Fachin mantém prisão de sueco por US$ 31 mi em propinas na Petrobrás

Fachin mantém prisão de sueco por US$ 31 mi em propinas na Petrobrás

Ministro do Supremo Tribunal Federal apontou a gravidade dos delitos supostamente cometidos por Bo Hans Vilhelm Ljungberg, que é considerado foragido e tem seu nome na difusão vermelha da Interpol

Pepita Ortega

29 de outubro de 2019 | 09h16

Matéria atualizada às 11h15 de 30.10 com correção*

Ministro Edson Fachin, relator da Lava Jato no Supremo. FOTO: DIDA SAMPAIO/ESTADÃO

O ministro Edson Fachin, do Supremo Tribunal Federal, negou habeas corpus ao sueco Bo Hans Vilhelm Ljungberg, investigado pela Lava Jato. A ação questionava prisão preventiva decretada na fase 57 da operação deflagrada em dezembro. Na ocasião, o nome de Bo Hans foi incluído na lista de procurados da Interpol – ele morava no Rio de Janeiro, mas deixou o Brasil pouco antes da decretação da prisão.As informações foram divulgadas pela Assessoria de Imprensa do Supremo Tribunal Federal.

Bo Hans era figura central da ‘Sem Limites’, que apurava o pagamento de pelo menos US$ 31 milhões em propinas para funcionários da Petrobrás, entre 2009 e 2014, em troca de vantagens na aquisição de derivados do petróleo.

O sueco é apontado pela Polícia Federal e pelo Ministério Público Federal como intermediador de pagamento de propinas. Na decisão que desencadeou a operação, a juiza Gabriela Hardt, da 13ª Vara de Curitiba indica que empresas utilizavam o grupo do qual Bo Hans ‘para intermediar negócios de trading junto a executivos da Petrobrás e ele, o grupo, realizava pagamentos de propinas a estes, destinando-lhe parte da comissão recebida’.
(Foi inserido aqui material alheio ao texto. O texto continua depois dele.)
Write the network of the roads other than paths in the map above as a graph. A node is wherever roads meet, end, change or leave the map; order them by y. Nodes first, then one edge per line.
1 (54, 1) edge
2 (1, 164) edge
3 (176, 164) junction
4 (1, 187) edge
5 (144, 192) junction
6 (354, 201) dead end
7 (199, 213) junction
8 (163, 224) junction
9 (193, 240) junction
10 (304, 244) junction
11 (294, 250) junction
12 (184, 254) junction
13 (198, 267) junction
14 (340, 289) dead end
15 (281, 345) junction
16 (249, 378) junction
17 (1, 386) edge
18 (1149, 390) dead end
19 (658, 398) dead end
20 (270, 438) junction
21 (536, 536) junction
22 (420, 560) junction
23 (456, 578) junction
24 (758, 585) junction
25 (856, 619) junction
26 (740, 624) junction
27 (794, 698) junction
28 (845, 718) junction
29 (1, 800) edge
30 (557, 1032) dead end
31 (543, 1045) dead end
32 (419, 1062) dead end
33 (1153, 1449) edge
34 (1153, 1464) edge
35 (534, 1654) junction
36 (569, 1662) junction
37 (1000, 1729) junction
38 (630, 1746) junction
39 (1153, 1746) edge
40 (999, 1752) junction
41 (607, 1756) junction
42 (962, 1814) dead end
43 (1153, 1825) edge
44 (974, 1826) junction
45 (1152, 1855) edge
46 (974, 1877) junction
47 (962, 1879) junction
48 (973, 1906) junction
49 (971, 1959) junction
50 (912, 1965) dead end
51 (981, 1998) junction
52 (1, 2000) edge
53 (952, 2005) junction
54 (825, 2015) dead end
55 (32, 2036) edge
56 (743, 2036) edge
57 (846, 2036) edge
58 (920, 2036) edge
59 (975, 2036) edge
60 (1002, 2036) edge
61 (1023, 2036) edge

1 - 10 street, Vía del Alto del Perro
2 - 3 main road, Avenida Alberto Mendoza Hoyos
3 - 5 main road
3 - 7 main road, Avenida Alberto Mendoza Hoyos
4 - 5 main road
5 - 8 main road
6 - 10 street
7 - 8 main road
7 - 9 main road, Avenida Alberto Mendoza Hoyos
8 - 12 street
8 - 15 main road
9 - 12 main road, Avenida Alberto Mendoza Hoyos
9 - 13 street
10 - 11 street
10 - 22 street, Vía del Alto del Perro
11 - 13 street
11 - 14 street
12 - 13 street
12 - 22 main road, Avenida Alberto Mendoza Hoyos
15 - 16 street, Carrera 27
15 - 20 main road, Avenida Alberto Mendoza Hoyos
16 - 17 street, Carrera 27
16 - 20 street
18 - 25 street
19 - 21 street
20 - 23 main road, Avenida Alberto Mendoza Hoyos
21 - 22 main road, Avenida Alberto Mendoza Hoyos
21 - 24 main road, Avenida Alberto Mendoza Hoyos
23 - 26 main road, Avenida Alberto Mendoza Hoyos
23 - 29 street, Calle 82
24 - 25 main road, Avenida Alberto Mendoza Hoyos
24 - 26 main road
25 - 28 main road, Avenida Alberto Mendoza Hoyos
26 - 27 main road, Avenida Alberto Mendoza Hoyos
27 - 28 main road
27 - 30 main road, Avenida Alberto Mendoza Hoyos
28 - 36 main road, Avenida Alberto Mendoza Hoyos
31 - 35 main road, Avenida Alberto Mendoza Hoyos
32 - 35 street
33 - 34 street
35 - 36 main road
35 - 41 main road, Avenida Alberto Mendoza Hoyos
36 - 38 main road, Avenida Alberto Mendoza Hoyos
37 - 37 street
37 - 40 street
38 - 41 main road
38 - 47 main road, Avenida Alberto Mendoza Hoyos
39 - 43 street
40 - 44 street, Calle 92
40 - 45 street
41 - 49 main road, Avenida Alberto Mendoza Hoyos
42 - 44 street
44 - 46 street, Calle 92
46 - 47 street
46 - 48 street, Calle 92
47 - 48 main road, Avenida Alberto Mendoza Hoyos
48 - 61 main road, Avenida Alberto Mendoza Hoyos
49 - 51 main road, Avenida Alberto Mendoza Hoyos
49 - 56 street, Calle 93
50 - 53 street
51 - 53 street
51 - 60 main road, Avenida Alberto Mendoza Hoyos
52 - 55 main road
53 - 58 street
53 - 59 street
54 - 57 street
A prisão preventiva de Bo Hans foi decretada por Gabriela em dezembro e mantida pelo Tribunal Regional Federal da 4ª Região (TRF-4) e, posteriormente, pelo Superior Tribunal de Justiça (STJ).

Documento

Ao Supremo, a defesa alegou que não havia requisitos para a prisão preventiva e argumentou ainda falta contemporaneidade entre os fatos investigados e o decreto prisional. Segundo os advogados de Bo Hans, o retorno do sueco a seu país natal ‘definitivo e legal’ não seria indicativo de fuga.

Em sua decisão, Fachin considerou que os fundamentos da prisão, ‘imposta para assegurar a ordem pública e econômica, a instrução processual e a aplicação da lei penal’ ainsa são válidos. Segundo o ministro, havia comprovação da gravidade dos delitos, que teriam resultado na movimentação de valores significativos.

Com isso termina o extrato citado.